> What to produce
Go through the records and filter out every line lacking the word "Governador"; copy the lines that remain.
=== Begin Enclosure ===
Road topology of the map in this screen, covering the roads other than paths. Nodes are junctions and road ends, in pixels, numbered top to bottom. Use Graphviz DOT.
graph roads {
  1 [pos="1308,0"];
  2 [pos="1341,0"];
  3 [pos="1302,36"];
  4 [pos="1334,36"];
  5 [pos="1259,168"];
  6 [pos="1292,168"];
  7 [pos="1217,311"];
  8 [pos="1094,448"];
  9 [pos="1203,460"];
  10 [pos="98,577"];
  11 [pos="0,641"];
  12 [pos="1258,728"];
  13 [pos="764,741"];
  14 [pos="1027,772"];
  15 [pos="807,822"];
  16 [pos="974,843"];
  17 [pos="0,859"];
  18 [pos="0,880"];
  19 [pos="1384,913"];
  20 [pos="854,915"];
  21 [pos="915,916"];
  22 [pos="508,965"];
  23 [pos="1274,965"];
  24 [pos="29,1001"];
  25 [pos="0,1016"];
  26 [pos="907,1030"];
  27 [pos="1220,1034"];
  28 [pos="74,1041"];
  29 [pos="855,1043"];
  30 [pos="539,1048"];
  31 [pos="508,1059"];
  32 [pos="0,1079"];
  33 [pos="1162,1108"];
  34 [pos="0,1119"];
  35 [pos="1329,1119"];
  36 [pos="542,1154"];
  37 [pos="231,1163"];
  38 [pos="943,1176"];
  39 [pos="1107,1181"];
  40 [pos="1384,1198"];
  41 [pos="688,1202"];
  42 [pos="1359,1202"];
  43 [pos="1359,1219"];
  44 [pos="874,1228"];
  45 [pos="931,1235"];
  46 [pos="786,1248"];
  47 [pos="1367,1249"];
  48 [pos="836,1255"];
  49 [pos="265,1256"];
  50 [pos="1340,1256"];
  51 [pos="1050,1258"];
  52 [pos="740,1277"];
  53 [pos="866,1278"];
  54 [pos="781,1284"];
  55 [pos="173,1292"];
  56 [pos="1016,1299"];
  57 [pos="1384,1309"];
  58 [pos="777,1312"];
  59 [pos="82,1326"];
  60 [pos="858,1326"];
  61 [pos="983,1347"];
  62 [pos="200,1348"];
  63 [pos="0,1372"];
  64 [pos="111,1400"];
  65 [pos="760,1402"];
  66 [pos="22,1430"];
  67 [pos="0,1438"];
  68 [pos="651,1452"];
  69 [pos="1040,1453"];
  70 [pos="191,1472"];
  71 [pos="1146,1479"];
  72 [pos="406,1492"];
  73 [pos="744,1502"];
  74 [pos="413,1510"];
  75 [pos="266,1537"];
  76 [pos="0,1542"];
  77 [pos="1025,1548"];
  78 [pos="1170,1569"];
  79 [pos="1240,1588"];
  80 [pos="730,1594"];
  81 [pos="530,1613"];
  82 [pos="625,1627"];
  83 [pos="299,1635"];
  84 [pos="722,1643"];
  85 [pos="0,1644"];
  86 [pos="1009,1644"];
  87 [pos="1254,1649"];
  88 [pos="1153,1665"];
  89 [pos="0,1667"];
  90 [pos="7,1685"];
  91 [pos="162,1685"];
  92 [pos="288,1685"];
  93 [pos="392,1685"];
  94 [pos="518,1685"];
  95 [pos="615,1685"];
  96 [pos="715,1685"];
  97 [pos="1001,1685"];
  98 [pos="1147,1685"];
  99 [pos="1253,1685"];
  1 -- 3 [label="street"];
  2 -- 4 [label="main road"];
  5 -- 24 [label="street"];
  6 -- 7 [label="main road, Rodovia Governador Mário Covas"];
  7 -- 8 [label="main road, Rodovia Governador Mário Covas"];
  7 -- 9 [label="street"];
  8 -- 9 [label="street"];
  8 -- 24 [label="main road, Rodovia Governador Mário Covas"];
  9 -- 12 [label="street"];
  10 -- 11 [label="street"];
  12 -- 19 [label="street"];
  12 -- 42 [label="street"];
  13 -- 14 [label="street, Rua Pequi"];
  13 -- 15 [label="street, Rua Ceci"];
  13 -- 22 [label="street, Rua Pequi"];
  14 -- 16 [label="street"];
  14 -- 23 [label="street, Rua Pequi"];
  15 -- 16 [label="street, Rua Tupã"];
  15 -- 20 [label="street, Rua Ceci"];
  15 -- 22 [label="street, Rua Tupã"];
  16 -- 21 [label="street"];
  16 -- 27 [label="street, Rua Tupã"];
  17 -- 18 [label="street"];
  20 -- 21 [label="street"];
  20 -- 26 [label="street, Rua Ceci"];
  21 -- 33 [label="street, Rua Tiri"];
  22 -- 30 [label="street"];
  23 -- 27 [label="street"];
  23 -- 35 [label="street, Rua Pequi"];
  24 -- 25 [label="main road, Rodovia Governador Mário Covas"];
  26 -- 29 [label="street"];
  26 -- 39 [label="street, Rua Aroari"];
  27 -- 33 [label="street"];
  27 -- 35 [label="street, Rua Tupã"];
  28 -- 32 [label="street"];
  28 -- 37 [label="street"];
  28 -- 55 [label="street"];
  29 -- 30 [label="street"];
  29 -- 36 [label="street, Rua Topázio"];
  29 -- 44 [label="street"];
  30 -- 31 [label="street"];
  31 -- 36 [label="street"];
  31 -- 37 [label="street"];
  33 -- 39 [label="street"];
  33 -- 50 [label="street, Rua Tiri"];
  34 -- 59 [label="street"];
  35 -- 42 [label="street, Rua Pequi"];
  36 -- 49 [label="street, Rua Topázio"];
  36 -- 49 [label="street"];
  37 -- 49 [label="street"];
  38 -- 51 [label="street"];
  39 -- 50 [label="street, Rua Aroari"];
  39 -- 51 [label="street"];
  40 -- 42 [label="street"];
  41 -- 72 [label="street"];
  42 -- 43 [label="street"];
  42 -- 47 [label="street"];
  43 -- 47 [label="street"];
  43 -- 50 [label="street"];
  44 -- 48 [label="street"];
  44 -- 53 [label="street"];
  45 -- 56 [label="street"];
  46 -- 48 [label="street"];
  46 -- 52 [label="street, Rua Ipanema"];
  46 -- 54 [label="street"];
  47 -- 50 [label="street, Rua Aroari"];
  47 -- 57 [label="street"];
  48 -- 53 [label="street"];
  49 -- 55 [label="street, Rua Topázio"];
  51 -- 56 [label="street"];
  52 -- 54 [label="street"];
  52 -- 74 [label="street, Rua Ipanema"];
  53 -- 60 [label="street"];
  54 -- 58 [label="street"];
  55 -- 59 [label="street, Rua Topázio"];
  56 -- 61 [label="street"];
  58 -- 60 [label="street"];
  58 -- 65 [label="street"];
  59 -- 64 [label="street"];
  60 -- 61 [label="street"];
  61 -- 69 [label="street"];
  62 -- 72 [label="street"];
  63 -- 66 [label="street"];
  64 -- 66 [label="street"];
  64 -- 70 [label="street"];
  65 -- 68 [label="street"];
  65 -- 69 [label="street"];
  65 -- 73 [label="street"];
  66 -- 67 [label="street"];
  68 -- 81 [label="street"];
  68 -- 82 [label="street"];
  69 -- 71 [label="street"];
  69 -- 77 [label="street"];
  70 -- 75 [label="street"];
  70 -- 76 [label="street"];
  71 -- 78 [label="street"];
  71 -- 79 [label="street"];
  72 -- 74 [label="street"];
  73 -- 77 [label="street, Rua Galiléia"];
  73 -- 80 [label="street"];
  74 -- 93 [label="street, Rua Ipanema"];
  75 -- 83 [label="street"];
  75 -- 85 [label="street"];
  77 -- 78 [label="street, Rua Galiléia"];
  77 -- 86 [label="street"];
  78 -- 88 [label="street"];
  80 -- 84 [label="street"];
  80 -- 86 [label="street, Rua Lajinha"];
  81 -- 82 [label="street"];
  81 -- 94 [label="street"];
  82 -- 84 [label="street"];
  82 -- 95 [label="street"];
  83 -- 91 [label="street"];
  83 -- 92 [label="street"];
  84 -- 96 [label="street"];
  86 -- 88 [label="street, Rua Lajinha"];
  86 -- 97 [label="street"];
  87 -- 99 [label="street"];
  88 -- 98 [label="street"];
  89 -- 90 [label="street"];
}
=== End Enclosure ===
> Problem solution
  6 -- 7 [label="main road, Rodovia Governador Mário Covas"];
  7 -- 8 [label="main road, Rodovia Governador Mário Covas"];
  8 -- 24 [label="main road, Rodovia Governador Mário Covas"];
  24 -- 25 [label="main road, Rodovia Governador Mário Covas"];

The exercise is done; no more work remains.